SYDNEY, AUSTRALIA--(Marketwired - March 02, 2015) - Prima BioMed Ltd (NASDAQ: PBMD) (ASX: PRR)
Highlights
- Prima to focus on developing its highly prospective Immune checkpoint LAG-3 based immuno-oncology programs
- Recruitment for CAN-004B and CAN-301 clinical trials for CVac to cease
- Significant reduction in annual operational costs
- Pursuing opportunities to partner CVac and monetize its cancer vaccine infrastructure
- CAN 003 final overall survival data expected in June 2015
Prima BioMed Ltd (NASDAQ: PBMD) (ASX: PRR) (“Prima”) today announces that it is prioritising its highly prospective immune checkpoint LAG-3 based immuno-oncology programs. As a result, Prima will consolidate its clinical trial program of CVac and pursue opportunities to monetise its cancer vaccine manufacturing infrastructure.
As outlined at the Company’s AGM in November, following the acquisition of Immutep, Prima’s management team conducted a review of its product development priorities to optimise their clinical benefits and the Company’s capital allocation.
Despite the promising nature of CVac, clinical development of autologous cell therapies such as CVac is considerably more complex and costly to develop and produce than for biologicals such as IMP321.
In addition, timely sourcing of suitable patients for Prima’s enlarged clinical trial for CVac, CAN-004B, has proven to be more difficult than anticipated. This was due to longer than expected clinical and regulatory approvals and the limited availability of platinum-sensitive second remission ovarian cancer patients, particularly in Eastern Europe. As a consequence, the timeframe for generating sufficient data in this indication will be considerably longer and more expensive than planned.

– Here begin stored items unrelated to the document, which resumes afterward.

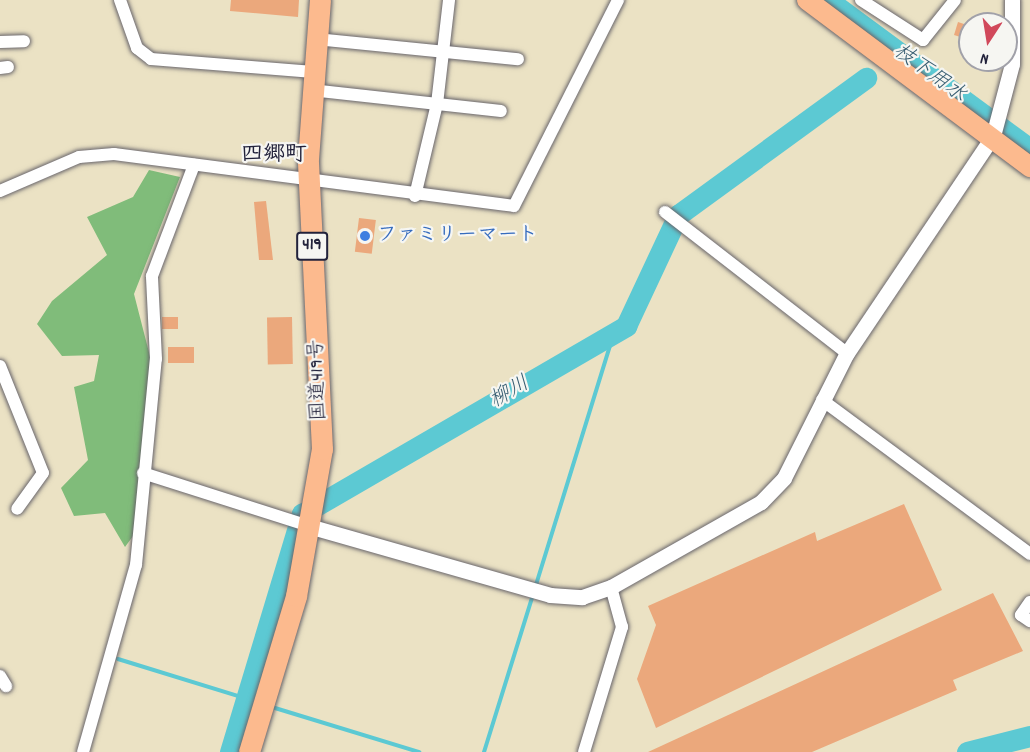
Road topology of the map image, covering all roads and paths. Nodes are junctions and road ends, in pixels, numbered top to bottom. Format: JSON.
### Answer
{"nodes":[{"id":1,"x":120,"y":0,"type":"edge"},
{"id":2,"x":320,"y":0,"type":"edge"},
{"id":3,"x":449,"y":0,"type":"edge"},
{"id":4,"x":618,"y":0,"type":"edge"},
{"id":5,"x":807,"y":0,"type":"edge"},
{"id":6,"x":861,"y":0,"type":"edge"},
{"id":7,"x":956,"y":0,"type":"edge"},
{"id":8,"x":1012,"y":0,"type":"edge"},
{"id":9,"x":316,"y":39,"type":"junction"},
{"id":10,"x":24,"y":41,"type":"dead end"},
{"id":11,"x":0,"y":42,"type":"edge"},
{"id":12,"x":444,"y":51,"type":"junction"},
{"id":13,"x":518,"y":59,"type":"dead end"},
{"id":14,"x":312,"y":81,"type":"junction"},
{"id":15,"x":437,"y":104,"type":"junction"},
{"id":16,"x":501,"y":111,"type":"dead end"},
{"id":17,"x":992,"y":138,"type":"junction"},
{"id":18,"x":194,"y":165,"type":"junction"},
{"id":19,"x":1030,"y":167,"type":"edge"},
{"id":20,"x":308,"y":180,"type":"junction"},
{"id":21,"x":0,"y":191,"type":"edge"},
{"id":22,"x":415,"y":196,"type":"junction"},
{"id":23,"x":664,"y":212,"type":"dead end"},
{"id":24,"x":847,"y":353,"type":"junction"},
{"id":25,"x":0,"y":366,"type":"edge"},
{"id":26,"x":822,"y":400,"type":"junction"},
{"id":27,"x":143,"y":473,"type":"junction"},
{"id":28,"x":17,"y":509,"type":"dead end"},
{"id":29,"x":307,"y":523,"type":"junction"},
{"id":30,"x":1030,"y":554,"type":"edge"},
{"id":31,"x":611,"y":587,"type":"junction"},
{"id":32,"x":1030,"y":602,"type":"edge"},
{"id":33,"x":1030,"y":621,"type":"edge"},
{"id":34,"x":83,"y":752,"type":"edge"},
{"id":35,"x":249,"y":752,"type":"edge"},
{"id":36,"x":585,"y":752,"type":"edge"}],
"edges":[{"from":1,"to":14,"type":"street"},
{"from":2,"to":9,"type":"highway","name":"国道419号","number":"419"},
{"from":3,"to":12,"type":"street"},
{"from":4,"to":22,"type":"street"},
{"from":5,"to":17,"type":"main road"},
{"from":6,"to":7,"type":"street"},
{"from":8,"to":17,"type":"street"},
{"from":9,"to":12,"type":"street"},
{"from":9,"to":14,"type":"highway","name":"国道419号","number":"419"},
{"from":10,"to":11,"type":"street"},
{"from":12,"to":13,"type":"street"},
{"from":12,"to":15,"type":"street"},
{"from":14,"to":15,"type":"street"},
{"from":14,"to":20,"type":"highway","name":"国道419号","number":"419"},
{"from":15,"to":16,"type":"street"},
{"from":15,"to":22,"type":"street"},
{"from":17,"to":19,"type":"main road"},
{"from":17,"to":24,"type":"street"},
{"from":18,"to":20,"type":"street"},
{"from":18,"to":21,"type":"street"},
{"from":18,"to":27,"type":"street"},
{"from":20,"to":22,"type":"street"},
{"from":20,"to":29,"type":"highway","name":"国道419号","number":"419"},
{"from":23,"to":24,"type":"street"},
{"from":24,"to":26,"type":"street"},
{"from":25,"to":28,"type":"street"},
{"from":26,"to":30,"type":"street"},
{"from":26,"to":31,"type":"street"},
{"from":27,"to":29,"type":"street"},
{"from":27,"to":34,"type":"street"},
{"from":29,"to":31,"type":"street"},
{"from":29,"to":35,"type":"highway","name":"国道419号","number":"419"},
{"from":31,"to":36,"type":"street"},
{"from":32,"to":33,"type":"street"}]}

Prima’s Chairman, Lucy Turnbull, said: “The decision to cease recruitment of CVac had not been taken lightly and has been made with the best interests of Prima’s shareholders in mind. IMP321 is a highly attractive immuno-oncology program that has the potential to treat cancer sufferers, including ovarian, pancreatic and metastatic breast cancer patients in a shorter timeframe. After due consideration and consultation, including with Prima’s Scientific Advisory Board Chairman and external experts, we are firmly of the view that focusing on the development of LAG-3 related product candidates, especially IMP321, is the right and the most responsible course of action and is in the best interests of Prima’s shareholders and patients. We look forward to updating our shareholders as we proceed with clinical trials.”
Focus on LAG-3 portfolio
Prima’s most advanced LAG-3 based product, IMP321, generated more than double the expected response rate in HER-2 negative metastatic breast cancer in a Phase IIa clinical trial. Prima is currently preparing to initiate a Phase IIb study, based on scientific advice from the European Medicines Agency, which will commence during 2nd half of 2015.
In addition to the launch of a new clinical trial for IMP321, a pilot Phase I study in an immuno-oncology combination of IMP321 with an immune checkpoint inhibitor is expected to commence later this year. Existing partnerships for LAG-3 programs with GlaxoSmithKline and Novartis are currently in ongoing clinical trials or close to starting. Those programs are funded by the respective development partners.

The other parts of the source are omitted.